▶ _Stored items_
______________________________
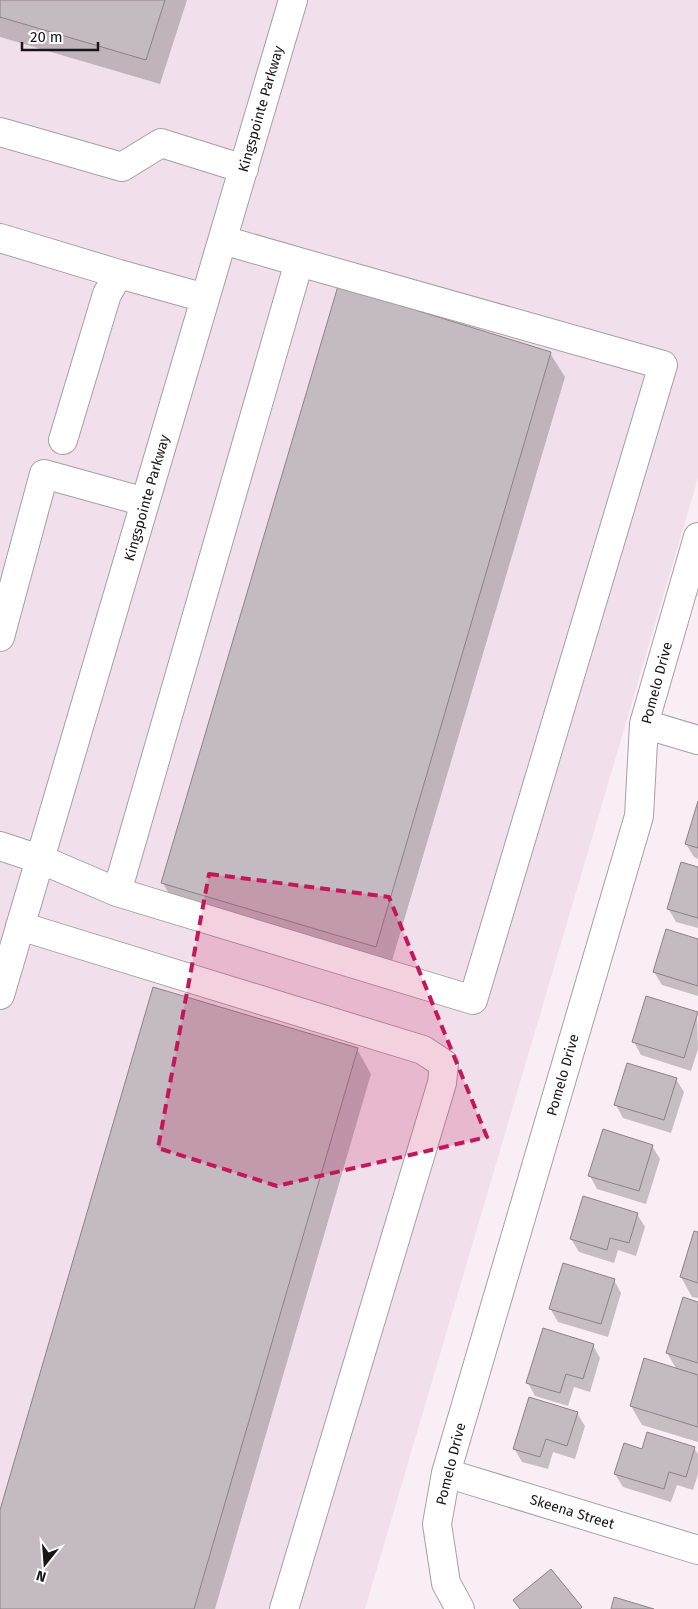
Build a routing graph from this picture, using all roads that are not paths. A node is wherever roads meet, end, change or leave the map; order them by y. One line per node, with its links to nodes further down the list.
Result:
1 (293, 0): 3 (street, Kingspointe Parkway)
2 (0, 132): 3 (street)
3 (244, 169): 5 (street, Kingspointe Parkway)
4 (0, 238): 7 (street)
5 (222, 240): 6 (street); 8 (street, Kingspointe Parkway)
6 (299, 262): 17 (street); 17 (street)
7 (120, 274): 8 (street); 9 (street)
8 (205, 298): 10 (street, Kingspointe Parkway)
9 (63, 440)
10 (145, 502): 12 (street); 16 (street, Kingspointe Parkway)
11 (698, 537): 13 (street, Pomelo Drive)
12 (0, 637)
13 (644, 724): 14 (street); 21 (street, Pomelo Drive)
14 (698, 740)
15 (0, 846): 16 (street)
16 (42, 860): 17 (street); 18 (street, Kingspointe Parkway)
17 (117, 892)
18 (20, 926): 19 (street, Kingspointe Parkway); 23 (street)
19 (6, 952): 20 (street, Kingspointe Parkway)
20 (0, 995)
21 (446, 1473): 22 (street, Skeena Street); 24 (street, Pomelo Drive)
22 (698, 1550)
23 (284, 1609)
24 (460, 1609)

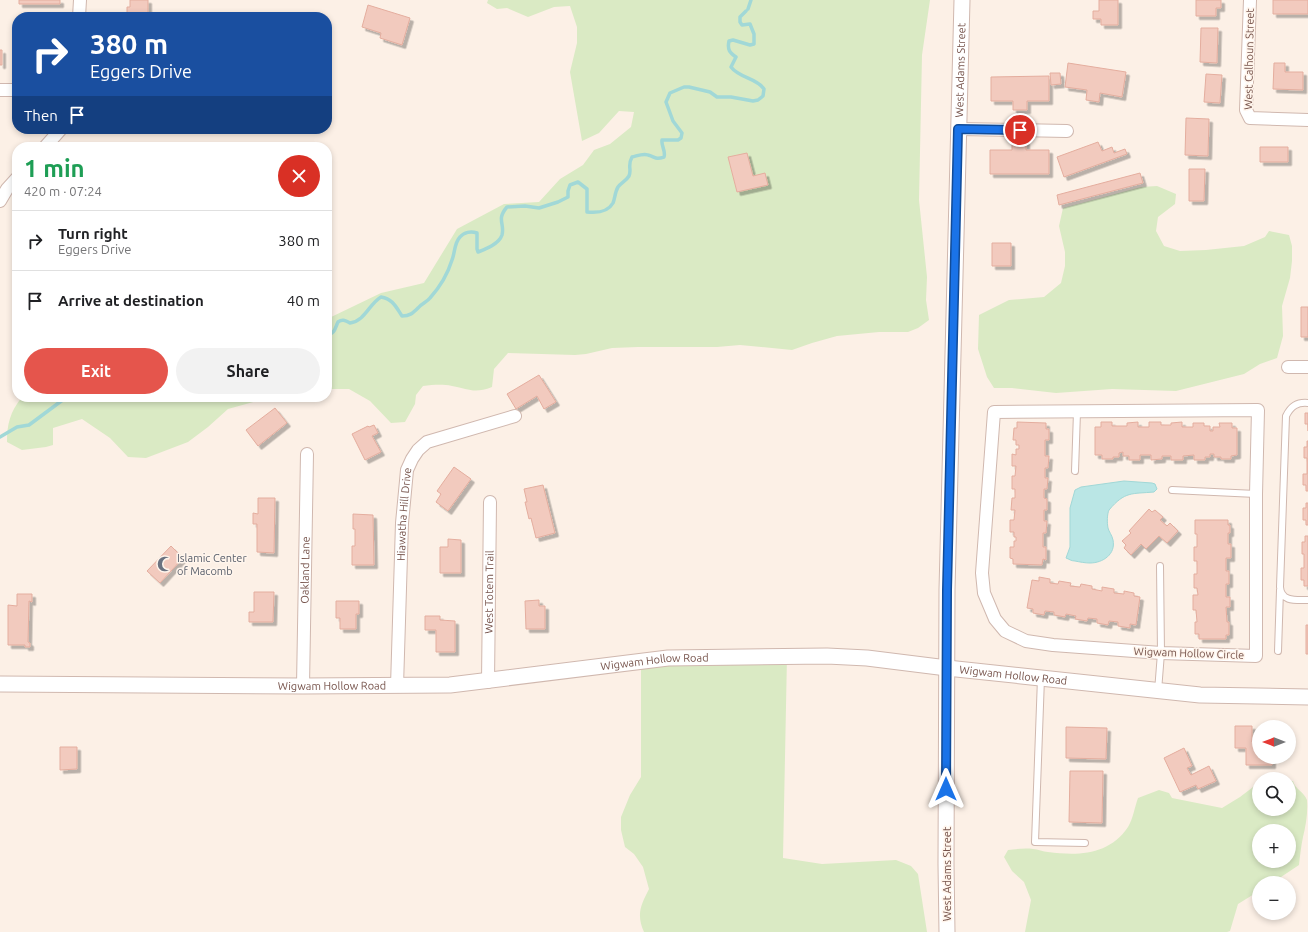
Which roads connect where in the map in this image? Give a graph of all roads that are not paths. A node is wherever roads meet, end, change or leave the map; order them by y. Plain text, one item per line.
______________________________
▶ _AIM OF THE TASK_
Would you transcribe all of the data exactly, omitting any pictures?

▶ _TASK ANSWER_
Build a routing graph from this picture, using all roads that are not paths. A node is wherever roads meet, end, change or leave the map; order them by y. One line per node, with its links to nodes further down the list.
Result:
1 (293, 0): 3 (street, Kingspointe Parkway)
2 (0, 132): 3 (street)
3 (244, 169): 5 (street, Kingspointe Parkway)
4 (0, 238): 7 (street)
5 (222, 240): 6 (street); 8 (street, Kingspointe Parkway)
6 (299, 262): 17 (street); 17 (street)
7 (120, 274): 8 (street); 9 (street)
8 (205, 298): 10 (street, Kingspointe Parkway)
9 (63, 440)
10 (145, 502): 12 (street); 16 (street, Kingspointe Parkway)
11 (698, 537): 13 (street, Pomelo Drive)
12 (0, 637)
13 (644, 724): 14 (street); 21 (street, Pomelo Drive)
14 (698, 740)
15 (0, 846): 16 (street)
16 (42, 860): 17 (street); 18 (street, Kingspointe Parkway)
17 (117, 892)
18 (20, 926): 19 (street, Kingspointe Parkway); 23 (street)
19 (6, 952): 20 (street, Kingspointe Parkway)
20 (0, 995)
21 (446, 1473): 22 (street, Skeena Street); 24 (street, Pomelo Drive)
22 (698, 1550)
23 (284, 1609)
24 (460, 1609)

Which roads connect where in the map in this image? Give a graph of all roads that are not paths. A node is wherever roads meet, end, change or leave the map; order them by y. Plain text, one item per line.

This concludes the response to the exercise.